Positive Revenue Stream..7 Jul 2019 14:30
AIM fund raising is a prerequisite prior to a positive revenue stream, which I'm sure everyone invested understands. Any AIM company will eventually fail if it is not able to continue to raise funds before it achieves a positive revenue stream. There is a point where if there is nothing on the horizon, and if a company has exhausted it's ability OR it is stopped from raising funds, that it could fail...
That is CLEARLY NOT the case here !!
Edenville Energy have a Fully Licenced, Revenue Producing Coal Mine with Contracts and in EXCESS of 173mt of Coal, and to the best of my knowledge the Company are UNIQUE in that respect as a foreign Coal Miner in Tanzania.
Investment-wise, for those long term holders (at least since the 2014 levels) it's been pretty much a downhill rollercoaster with few highs.
From a Company point-of-view it clearly hasn't been as straight forward an operation as they would have hoped in an isolated hostile environment NOT helped by the indecisive Bureaucratic Tanzanian Government and Tanseco with regards to the RCPP.
Currently looking around (at Kibo in particular) our nearest, and possibly only comparison)) we are in the somewhat enviable position of achieving revenue, even though not yet positive.

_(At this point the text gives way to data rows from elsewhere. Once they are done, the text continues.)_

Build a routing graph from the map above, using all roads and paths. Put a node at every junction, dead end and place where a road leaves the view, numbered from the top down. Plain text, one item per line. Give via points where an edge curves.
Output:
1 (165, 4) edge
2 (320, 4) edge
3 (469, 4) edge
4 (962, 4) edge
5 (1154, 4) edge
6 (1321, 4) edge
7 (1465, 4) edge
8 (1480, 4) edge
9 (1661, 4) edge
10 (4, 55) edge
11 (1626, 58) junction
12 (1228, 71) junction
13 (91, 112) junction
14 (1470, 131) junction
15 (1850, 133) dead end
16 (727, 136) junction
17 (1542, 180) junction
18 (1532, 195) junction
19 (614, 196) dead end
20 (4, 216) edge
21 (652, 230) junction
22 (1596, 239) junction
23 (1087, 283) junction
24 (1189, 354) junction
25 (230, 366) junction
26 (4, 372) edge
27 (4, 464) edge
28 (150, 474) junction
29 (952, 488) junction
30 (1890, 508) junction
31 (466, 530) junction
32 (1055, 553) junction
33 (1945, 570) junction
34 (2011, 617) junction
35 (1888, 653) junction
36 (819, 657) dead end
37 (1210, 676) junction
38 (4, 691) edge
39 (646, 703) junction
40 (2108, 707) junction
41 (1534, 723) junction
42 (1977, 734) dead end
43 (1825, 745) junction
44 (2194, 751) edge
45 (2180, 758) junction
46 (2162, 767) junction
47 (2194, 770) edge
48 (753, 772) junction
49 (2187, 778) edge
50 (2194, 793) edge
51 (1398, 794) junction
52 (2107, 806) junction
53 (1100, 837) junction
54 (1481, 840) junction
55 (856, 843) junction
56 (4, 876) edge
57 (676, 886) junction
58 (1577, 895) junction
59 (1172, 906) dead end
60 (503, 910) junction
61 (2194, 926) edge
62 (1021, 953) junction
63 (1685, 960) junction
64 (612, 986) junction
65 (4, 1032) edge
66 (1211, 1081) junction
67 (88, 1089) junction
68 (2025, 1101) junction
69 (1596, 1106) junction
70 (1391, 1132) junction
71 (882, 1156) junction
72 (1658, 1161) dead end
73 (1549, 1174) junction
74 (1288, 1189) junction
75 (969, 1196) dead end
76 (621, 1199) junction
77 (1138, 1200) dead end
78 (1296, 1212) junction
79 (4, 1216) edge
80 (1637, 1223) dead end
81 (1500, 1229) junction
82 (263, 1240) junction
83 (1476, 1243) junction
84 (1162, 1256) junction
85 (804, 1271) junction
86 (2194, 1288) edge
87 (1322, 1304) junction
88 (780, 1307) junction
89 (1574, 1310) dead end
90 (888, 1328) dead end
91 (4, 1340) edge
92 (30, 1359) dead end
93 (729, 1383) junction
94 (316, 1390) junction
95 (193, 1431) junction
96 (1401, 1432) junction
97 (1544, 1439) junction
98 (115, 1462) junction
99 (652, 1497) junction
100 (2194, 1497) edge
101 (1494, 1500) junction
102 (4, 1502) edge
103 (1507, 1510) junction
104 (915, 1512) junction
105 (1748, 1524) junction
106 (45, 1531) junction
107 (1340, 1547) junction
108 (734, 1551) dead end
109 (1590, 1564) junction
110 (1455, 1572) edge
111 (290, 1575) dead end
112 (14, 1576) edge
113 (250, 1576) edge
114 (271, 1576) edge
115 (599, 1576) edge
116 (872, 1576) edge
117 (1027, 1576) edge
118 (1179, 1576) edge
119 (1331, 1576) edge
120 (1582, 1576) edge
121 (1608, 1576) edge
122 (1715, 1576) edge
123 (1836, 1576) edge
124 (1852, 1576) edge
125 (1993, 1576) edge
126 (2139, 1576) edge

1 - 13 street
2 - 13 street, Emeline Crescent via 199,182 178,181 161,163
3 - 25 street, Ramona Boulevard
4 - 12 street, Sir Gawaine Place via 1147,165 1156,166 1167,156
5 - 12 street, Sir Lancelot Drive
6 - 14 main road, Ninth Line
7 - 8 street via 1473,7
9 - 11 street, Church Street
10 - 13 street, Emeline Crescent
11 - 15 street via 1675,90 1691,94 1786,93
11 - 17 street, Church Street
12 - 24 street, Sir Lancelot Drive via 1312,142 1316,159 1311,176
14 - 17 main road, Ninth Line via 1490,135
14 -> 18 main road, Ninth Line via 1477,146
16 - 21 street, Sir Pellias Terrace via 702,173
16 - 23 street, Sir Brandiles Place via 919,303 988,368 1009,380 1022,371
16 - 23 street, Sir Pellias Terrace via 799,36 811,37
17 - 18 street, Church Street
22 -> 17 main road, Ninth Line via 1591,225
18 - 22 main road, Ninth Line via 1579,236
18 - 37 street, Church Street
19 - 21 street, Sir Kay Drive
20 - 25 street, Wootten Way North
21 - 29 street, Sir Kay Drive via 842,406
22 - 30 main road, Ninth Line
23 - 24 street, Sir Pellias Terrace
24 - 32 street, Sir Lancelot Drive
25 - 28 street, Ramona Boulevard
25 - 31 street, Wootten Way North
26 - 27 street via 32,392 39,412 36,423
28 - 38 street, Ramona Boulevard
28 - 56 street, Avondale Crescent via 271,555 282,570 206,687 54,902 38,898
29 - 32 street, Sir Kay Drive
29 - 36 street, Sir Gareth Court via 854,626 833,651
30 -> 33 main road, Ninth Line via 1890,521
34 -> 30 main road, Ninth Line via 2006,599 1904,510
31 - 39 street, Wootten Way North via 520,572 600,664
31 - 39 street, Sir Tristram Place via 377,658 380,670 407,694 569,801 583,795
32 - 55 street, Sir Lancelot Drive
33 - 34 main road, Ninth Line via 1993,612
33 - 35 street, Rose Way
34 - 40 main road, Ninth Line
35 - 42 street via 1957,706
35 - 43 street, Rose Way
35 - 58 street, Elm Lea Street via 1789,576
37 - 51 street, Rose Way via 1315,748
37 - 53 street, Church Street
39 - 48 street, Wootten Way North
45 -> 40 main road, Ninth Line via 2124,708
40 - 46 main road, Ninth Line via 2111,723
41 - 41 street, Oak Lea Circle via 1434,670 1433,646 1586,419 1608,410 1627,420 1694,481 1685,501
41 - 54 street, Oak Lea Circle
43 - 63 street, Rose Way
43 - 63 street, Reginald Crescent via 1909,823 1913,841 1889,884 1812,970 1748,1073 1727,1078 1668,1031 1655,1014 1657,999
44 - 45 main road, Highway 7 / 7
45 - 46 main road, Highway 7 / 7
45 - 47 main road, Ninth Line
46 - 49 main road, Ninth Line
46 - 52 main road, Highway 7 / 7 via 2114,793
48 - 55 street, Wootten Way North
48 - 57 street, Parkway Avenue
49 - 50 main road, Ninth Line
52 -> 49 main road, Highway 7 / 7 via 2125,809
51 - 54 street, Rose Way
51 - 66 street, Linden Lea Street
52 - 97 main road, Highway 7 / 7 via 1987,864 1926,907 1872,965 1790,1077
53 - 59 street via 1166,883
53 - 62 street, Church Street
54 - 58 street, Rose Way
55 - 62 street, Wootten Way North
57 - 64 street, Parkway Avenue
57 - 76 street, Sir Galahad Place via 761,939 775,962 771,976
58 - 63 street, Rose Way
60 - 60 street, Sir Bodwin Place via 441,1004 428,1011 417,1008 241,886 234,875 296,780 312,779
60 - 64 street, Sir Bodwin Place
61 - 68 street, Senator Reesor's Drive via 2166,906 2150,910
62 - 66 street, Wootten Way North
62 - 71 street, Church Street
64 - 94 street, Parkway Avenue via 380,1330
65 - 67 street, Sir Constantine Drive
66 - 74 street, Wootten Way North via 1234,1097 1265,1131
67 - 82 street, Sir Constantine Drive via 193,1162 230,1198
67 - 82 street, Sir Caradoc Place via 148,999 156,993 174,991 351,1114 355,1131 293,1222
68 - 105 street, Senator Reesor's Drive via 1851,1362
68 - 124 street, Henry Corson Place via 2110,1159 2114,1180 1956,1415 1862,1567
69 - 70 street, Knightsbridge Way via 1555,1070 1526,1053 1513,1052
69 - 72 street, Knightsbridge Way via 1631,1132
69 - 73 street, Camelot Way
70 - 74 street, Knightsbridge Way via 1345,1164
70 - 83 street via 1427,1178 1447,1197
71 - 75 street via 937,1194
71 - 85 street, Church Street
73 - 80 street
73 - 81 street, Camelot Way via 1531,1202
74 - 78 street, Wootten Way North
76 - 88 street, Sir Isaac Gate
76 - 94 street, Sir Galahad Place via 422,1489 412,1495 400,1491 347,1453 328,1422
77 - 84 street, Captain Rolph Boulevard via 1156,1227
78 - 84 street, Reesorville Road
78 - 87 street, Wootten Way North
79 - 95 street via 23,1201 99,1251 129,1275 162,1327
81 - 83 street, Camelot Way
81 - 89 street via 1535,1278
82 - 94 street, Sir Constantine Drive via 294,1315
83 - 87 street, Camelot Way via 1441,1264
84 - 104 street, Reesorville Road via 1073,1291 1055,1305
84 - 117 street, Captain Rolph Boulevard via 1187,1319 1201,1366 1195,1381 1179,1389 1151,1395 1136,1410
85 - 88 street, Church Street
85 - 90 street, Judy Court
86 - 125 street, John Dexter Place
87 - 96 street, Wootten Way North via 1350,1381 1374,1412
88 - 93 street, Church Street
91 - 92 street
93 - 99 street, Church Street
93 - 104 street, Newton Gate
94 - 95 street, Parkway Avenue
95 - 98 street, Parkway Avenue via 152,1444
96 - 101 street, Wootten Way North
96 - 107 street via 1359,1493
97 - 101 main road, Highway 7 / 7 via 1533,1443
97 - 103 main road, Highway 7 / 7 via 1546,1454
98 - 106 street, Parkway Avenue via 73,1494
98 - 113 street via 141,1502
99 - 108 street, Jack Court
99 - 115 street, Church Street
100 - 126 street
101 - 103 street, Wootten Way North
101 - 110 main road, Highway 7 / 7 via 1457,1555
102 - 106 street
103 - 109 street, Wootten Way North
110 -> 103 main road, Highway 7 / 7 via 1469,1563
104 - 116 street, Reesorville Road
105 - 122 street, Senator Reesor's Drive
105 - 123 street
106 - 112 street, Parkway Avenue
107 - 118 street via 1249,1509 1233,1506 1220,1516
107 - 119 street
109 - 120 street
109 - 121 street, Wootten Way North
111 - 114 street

For those that believe what we are being told positive revenue is estimated by the Company to be within months.
The biggest problem (as I see it) other than the movement of the goal posts, is it is all taking VERY much longer than anyone ever expected.
Light at the end of the tunnel?... Personally I think the latest RNS is very much more Encouraging than it has been given credit for by some posters on this board, and hopefully that outlined in the RNS will come to fruition in the not too distant future !!